Data entries
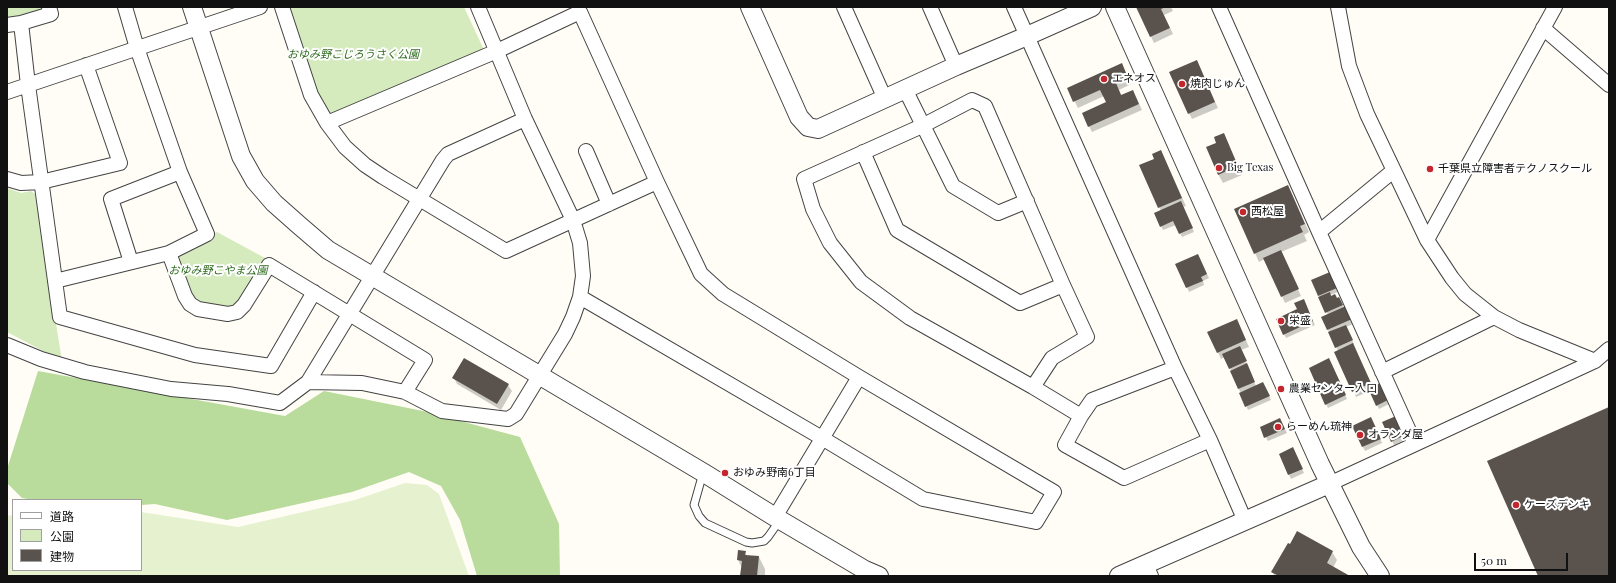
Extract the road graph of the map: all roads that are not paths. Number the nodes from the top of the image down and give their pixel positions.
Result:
1 (49, 7) edge
2 (125, 7) edge
3 (192, 7) edge
4 (260, 7) edge
5 (282, 7) edge
6 (478, 7) edge
7 (750, 7) edge
8 (844, 7) edge
9 (930, 7) edge
10 (1014, 7) edge
11 (1092, 7) edge
12 (1115, 7) edge
13 (1219, 7) edge
14 (1338, 7) edge
15 (1555, 7) edge
16 (21, 23) junction
17 (7, 25) edge
18 (199, 27) junction
19 (1543, 28) junction
20 (1027, 36) junction
21 (137, 48) junction
22 (497, 51) junction
23 (86, 66) junction
24 (956, 66) junction
25 (28, 85) junction
26 (1609, 85) edge
27 (905, 89) junction
28 (7, 92) edge
29 (885, 99) junction
30 (525, 119) junction
31 (327, 123) junction
32 (922, 126) junction
33 (586, 151) dead end
34 (863, 152) junction
35 (1393, 171) junction
36 (180, 172) junction
37 (7, 179) edge
38 (41, 182) junction
39 (657, 182) junction
40 (419, 199) junction
41 (1027, 201) junction
42 (609, 204) junction
43 (573, 220) junction
44 (1318, 232) junction
45 (1427, 240) junction
46 (170, 253) junction
47 (131, 262) junction
48 (372, 276) junction
49 (55, 281) junction
50 (1063, 285) junction
51 (314, 292) junction
52 (580, 297) junction
53 (350, 313) junction
54 (1494, 317) junction
55 (7, 345) edge
56 (1609, 348) edge
57 (1595, 361) junction
58 (1175, 368) junction
59 (1382, 372) junction
60 (540, 376) junction
61 (859, 378) junction
62 (308, 382) junction
63 (1032, 387) junction
64 (405, 392) junction
65 (1080, 416) junction
66 (822, 438) junction
67 (1210, 440) junction
68 (1415, 444) junction
69 (704, 473) junction
70 (1329, 484) junction
71 (777, 519) junction
72 (1245, 521) junction
73 (1149, 570) edge
74 (879, 576) edge
75 (1119, 576) edge
76 (1380, 576) edge

1 - 16 street
2 - 21 street
3 - 18 street
4 - 18 street
5 - 31 street
6 - 22 street
7 - 29 street
8 - 29 street
9 - 24 street
10 - 20 street
11 - 20 street
12 - 70 street
13 - 44 street
14 - 35 street
15 - 19 street
16 - 17 street
16 - 25 street
18 - 21 street
18 - 48 street
19 - 26 street
19 - 45 street
20 - 24 street
20 - 58 street
21 - 23 street
21 - 36 street
22 - 30 street
22 - 31 street
22 - 39 street
23 - 25 street
23 - 38 street
24 - 27 street
25 - 28 street
25 - 38 street
27 - 29 street
27 - 32 street
30 - 40 street
30 - 43 street
31 - 40 street
32 - 34 street
32 - 41 street
32 - 41 street
33 - 42 street
34 - 50 street
34 - 63 street
35 - 44 street
35 - 45 street
36 - 46 street
36 - 47 street
37 - 38 street
38 - 49 street
39 - 42 street
39 - 61 street
40 - 43 street
40 - 48 street
41 - 50 street
42 - 43 street
43 - 52 street
44 - 59 street
45 - 54 street
46 - 47 street
46 - 51 street
47 - 49 street
48 - 53 street
48 - 60 street
49 - 51 street
50 - 63 street
51 - 53 street
52 - 60 street
52 - 66 street
53 - 62 street
53 - 64 street
54 - 57 street
54 - 59 street
55 - 62 street
56 - 57 street
57 - 68 street
58 - 65 street
58 - 67 street
59 - 68 street
60 - 64 street
60 - 69 street
61 - 66 street
61 - 66 street
62 - 64 street
63 - 65 street
65 - 67 street
66 - 71 street
67 - 72 street
68 - 70 street
69 - 71 street
69 - 71 lane
70 - 72 street
70 - 76 street
71 - 74 street
72 - 73 street
73 - 75 street

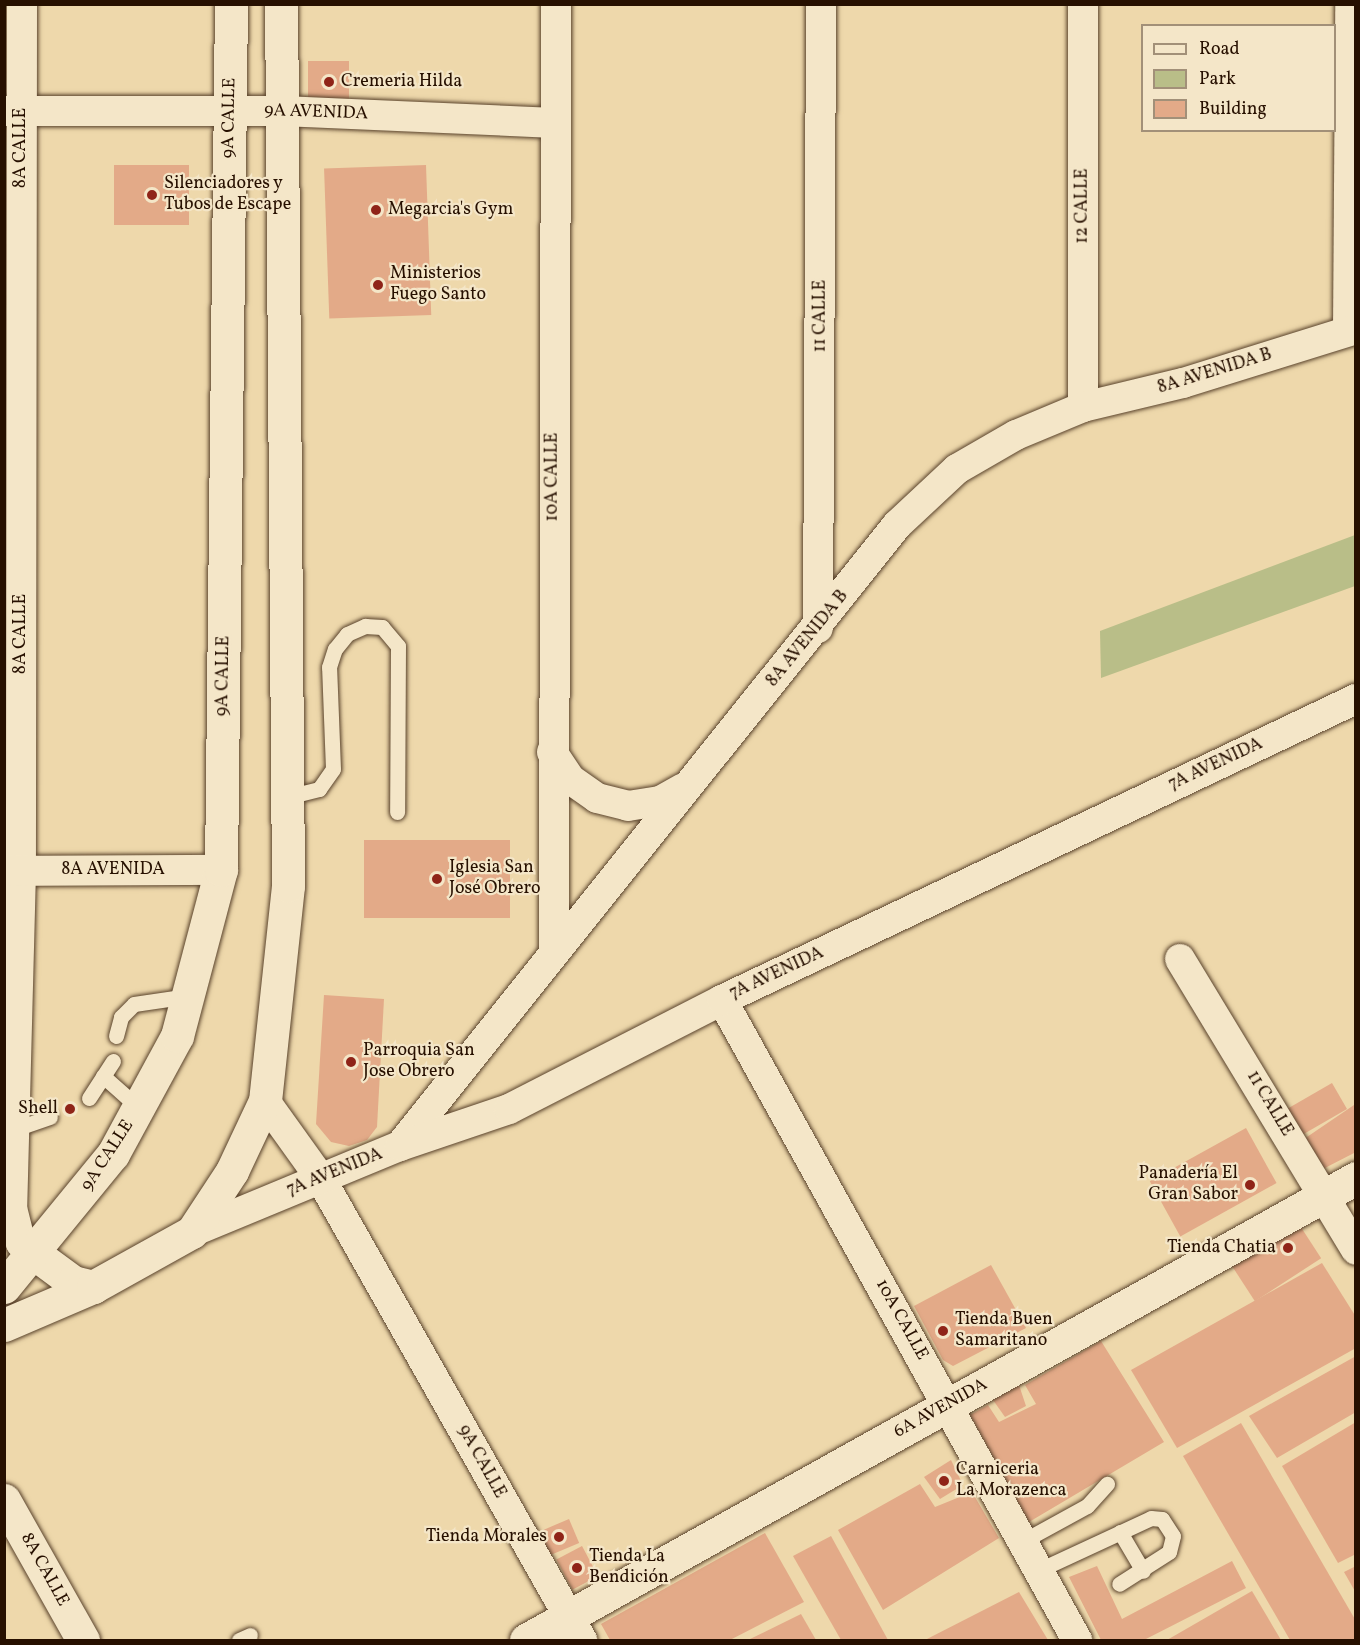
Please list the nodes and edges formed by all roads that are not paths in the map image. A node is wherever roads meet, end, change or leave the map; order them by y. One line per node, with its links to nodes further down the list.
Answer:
1 (22, 4): 8 (street, 8A CALLE)
2 (231, 4): 9 (main road, 9A CALLE)
3 (281, 4): 10 (main road)
4 (556, 4): 11 (street, 10A CALLE)
5 (821, 4): 14 (street, 11 CALLE)
6 (1083, 4): 13 (street, 12 CALLE)
7 (1350, 4): 12 (street)
8 (13, 111): 9 (street, 9A AVENIDA); 21 (street, 8A CALLE)
9 (231, 111): 10 (street, 9A AVENIDA); 20 (main road, 9A CALLE)
10 (282, 111): 11 (street, 9A AVENIDA); 18 (main road)
11 (555, 123): 16 (street, 10A CALLE)
12 (1352, 329): 13 (street, 8A AVENIDA B)
13 (1083, 407): 14 (street, 8A AVENIDA B)
14 (818, 628): 17 (street, 8A AVENIDA B)
15 (1356, 699): 25 (street, 7A AVENIDA)
16 (552, 753): 17 (street); 22 (street, 10A CALLE)
17 (688, 785): 22 (street, 8A AVENIDA B)
18 (287, 797): 19 (lane); 30 (main road)
19 (397, 812)
20 (221, 870): 21 (street, 8A AVENIDA); 24 (main road, 9A CALLE)
21 (13, 871): 33 (street, 8A CALLE)
22 (554, 949): 34 (street, 8A AVENIDA B)
23 (1180, 959): 37 (street, 11 CALLE)
24 (188, 996): 26 (lane); 31 (main road, 9A CALLE)
25 (722, 1000): 34 (street, 7A AVENIDA); 44 (street, 10A CALLE)
26 (116, 1036)
27 (113, 1061): 28 (lane)
28 (103, 1076): 29 (lane); 31 (lane)
29 (89, 1098)
30 (265, 1101): 36 (street, 9A CALLE); 38 (main road)
31 (139, 1108): 40 (main road, 9A CALLE)
32 (50, 1117): 33 (lane)
33 (15, 1129): 40 (street, 8A CALLE)
34 (400, 1146): 36 (street, 7A AVENIDA)
35 (1356, 1178): 37 (main road, 6A AVENIDA)
36 (321, 1179): 38 (street, 7A AVENIDA); 52 (street, 9A CALLE)
37 (1324, 1195): 39 (street, 11 CALLE); 44 (main road, 6A AVENIDA)
38 (192, 1232): 42 (main road)
39 (1356, 1250)
40 (35, 1254): 41 (main road, 9A CALLE); 42 (main road)
41 (4, 1287)
42 (93, 1287): 43 (main road)
43 (4, 1325)
44 (948, 1405): 48 (street, 10A CALLE); 52 (main road, 6A AVENIDA)
45 (1107, 1484): 48 (lane)
46 (4, 1500): 53 (main road, 8A CALLE)
47 (1120, 1532): 49 (lane); 50 (lane); 50 (lane)
48 (1023, 1541): 49 (street, 10A CALLE)
49 (1039, 1570): 55 (street, 10A CALLE)
50 (1143, 1571): 51 (lane)
51 (1119, 1584)
52 (575, 1629): 54 (main road, 6A AVENIDA)
53 (83, 1641)
54 (526, 1641)
55 (1077, 1641)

## What is expected
Take each line from the records and copy it unchanged, leaving images out.

## Result for this task
Extract the road graph of the map: all roads that are not paths. Number the nodes from the top of the image down and give their pixel positions.
Result:
1 (49, 7) edge
2 (125, 7) edge
3 (192, 7) edge
4 (260, 7) edge
5 (282, 7) edge
6 (478, 7) edge
7 (750, 7) edge
8 (844, 7) edge
9 (930, 7) edge
10 (1014, 7) edge
11 (1092, 7) edge
12 (1115, 7) edge
13 (1219, 7) edge
14 (1338, 7) edge
15 (1555, 7) edge
16 (21, 23) junction
17 (7, 25) edge
18 (199, 27) junction
19 (1543, 28) junction
20 (1027, 36) junction
21 (137, 48) junction
22 (497, 51) junction
23 (86, 66) junction
24 (956, 66) junction
25 (28, 85) junction
26 (1609, 85) edge
27 (905, 89) junction
28 (7, 92) edge
29 (885, 99) junction
30 (525, 119) junction
31 (327, 123) junction
32 (922, 126) junction
33 (586, 151) dead end
34 (863, 152) junction
35 (1393, 171) junction
36 (180, 172) junction
37 (7, 179) edge
38 (41, 182) junction
39 (657, 182) junction
40 (419, 199) junction
41 (1027, 201) junction
42 (609, 204) junction
43 (573, 220) junction
44 (1318, 232) junction
45 (1427, 240) junction
46 (170, 253) junction
47 (131, 262) junction
48 (372, 276) junction
49 (55, 281) junction
50 (1063, 285) junction
51 (314, 292) junction
52 (580, 297) junction
53 (350, 313) junction
54 (1494, 317) junction
55 (7, 345) edge
56 (1609, 348) edge
57 (1595, 361) junction
58 (1175, 368) junction
59 (1382, 372) junction
60 (540, 376) junction
61 (859, 378) junction
62 (308, 382) junction
63 (1032, 387) junction
64 (405, 392) junction
65 (1080, 416) junction
66 (822, 438) junction
67 (1210, 440) junction
68 (1415, 444) junction
69 (704, 473) junction
70 (1329, 484) junction
71 (777, 519) junction
72 (1245, 521) junction
73 (1149, 570) edge
74 (879, 576) edge
75 (1119, 576) edge
76 (1380, 576) edge

1 - 16 street
2 - 21 street
3 - 18 street
4 - 18 street
5 - 31 street
6 - 22 street
7 - 29 street
8 - 29 street
9 - 24 street
10 - 20 street
11 - 20 street
12 - 70 street
13 - 44 street
14 - 35 street
15 - 19 street
16 - 17 street
16 - 25 street
18 - 21 street
18 - 48 street
19 - 26 street
19 - 45 street
20 - 24 street
20 - 58 street
21 - 23 street
21 - 36 street
22 - 30 street
22 - 31 street
22 - 39 street
23 - 25 street
23 - 38 street
24 - 27 street
25 - 28 street
25 - 38 street
27 - 29 street
27 - 32 street
30 - 40 street
30 - 43 street
31 - 40 street
32 - 34 street
32 - 41 street
32 - 41 street
33 - 42 street
34 - 50 street
34 - 63 street
35 - 44 street
35 - 45 street
36 - 46 street
36 - 47 street
37 - 38 street
38 - 49 street
39 - 42 street
39 - 61 street
40 - 43 street
40 - 48 street
41 - 50 street
42 - 43 street
43 - 52 street
44 - 59 street
45 - 54 street
46 - 47 street
46 - 51 street
47 - 49 street
48 - 53 street
48 - 60 street
49 - 51 street
50 - 63 street
51 - 53 street
52 - 60 street
52 - 66 street
53 - 62 street
53 - 64 street
54 - 57 street
54 - 59 street
55 - 62 street
56 - 57 street
57 - 68 street
58 - 65 street
58 - 67 street
59 - 68 street
60 - 64 street
60 - 69 street
61 - 66 street
61 - 66 street
62 - 64 street
63 - 65 street
65 - 67 street
66 - 71 street
67 - 72 street
68 - 70 street
69 - 71 street
69 - 71 lane
70 - 72 street
70 - 76 street
71 - 74 street
72 - 73 street
73 - 75 street

Please list the nodes and edges formed by all roads that are not paths in the map image. A node is wherever roads meet, end, change or leave the map; order them by y. One line per node, with its links to nodes further down the list.
Answer:
1 (22, 4): 8 (street, 8A CALLE)
2 (231, 4): 9 (main road, 9A CALLE)
3 (281, 4): 10 (main road)
4 (556, 4): 11 (street, 10A CALLE)
5 (821, 4): 14 (street, 11 CALLE)
6 (1083, 4): 13 (street, 12 CALLE)
7 (1350, 4): 12 (street)
8 (13, 111): 9 (street, 9A AVENIDA); 21 (street, 8A CALLE)
9 (231, 111): 10 (street, 9A AVENIDA); 20 (main road, 9A CALLE)
10 (282, 111): 11 (street, 9A AVENIDA); 18 (main road)
11 (555, 123): 16 (street, 10A CALLE)
12 (1352, 329): 13 (street, 8A AVENIDA B)
13 (1083, 407): 14 (street, 8A AVENIDA B)
14 (818, 628): 17 (street, 8A AVENIDA B)
15 (1356, 699): 25 (street, 7A AVENIDA)
16 (552, 753): 17 (street); 22 (street, 10A CALLE)
17 (688, 785): 22 (street, 8A AVENIDA B)
18 (287, 797): 19 (lane); 30 (main road)
19 (397, 812)
20 (221, 870): 21 (street, 8A AVENIDA); 24 (main road, 9A CALLE)
21 (13, 871): 33 (street, 8A CALLE)
22 (554, 949): 34 (street, 8A AVENIDA B)
23 (1180, 959): 37 (street, 11 CALLE)
24 (188, 996): 26 (lane); 31 (main road, 9A CALLE)
25 (722, 1000): 34 (street, 7A AVENIDA); 44 (street, 10A CALLE)
26 (116, 1036)
27 (113, 1061): 28 (lane)
28 (103, 1076): 29 (lane); 31 (lane)
29 (89, 1098)
30 (265, 1101): 36 (street, 9A CALLE); 38 (main road)
31 (139, 1108): 40 (main road, 9A CALLE)
32 (50, 1117): 33 (lane)
33 (15, 1129): 40 (street, 8A CALLE)
34 (400, 1146): 36 (street, 7A AVENIDA)
35 (1356, 1178): 37 (main road, 6A AVENIDA)
36 (321, 1179): 38 (street, 7A AVENIDA); 52 (street, 9A CALLE)
37 (1324, 1195): 39 (street, 11 CALLE); 44 (main road, 6A AVENIDA)
38 (192, 1232): 42 (main road)
39 (1356, 1250)
40 (35, 1254): 41 (main road, 9A CALLE); 42 (main road)
41 (4, 1287)
42 (93, 1287): 43 (main road)
43 (4, 1325)
44 (948, 1405): 48 (street, 10A CALLE); 52 (main road, 6A AVENIDA)
45 (1107, 1484): 48 (lane)
46 (4, 1500): 53 (main road, 8A CALLE)
47 (1120, 1532): 49 (lane); 50 (lane); 50 (lane)
48 (1023, 1541): 49 (street, 10A CALLE)
49 (1039, 1570): 55 (street, 10A CALLE)
50 (1143, 1571): 51 (lane)
51 (1119, 1584)
52 (575, 1629): 54 (main road, 6A AVENIDA)
53 (83, 1641)
54 (526, 1641)
55 (1077, 1641)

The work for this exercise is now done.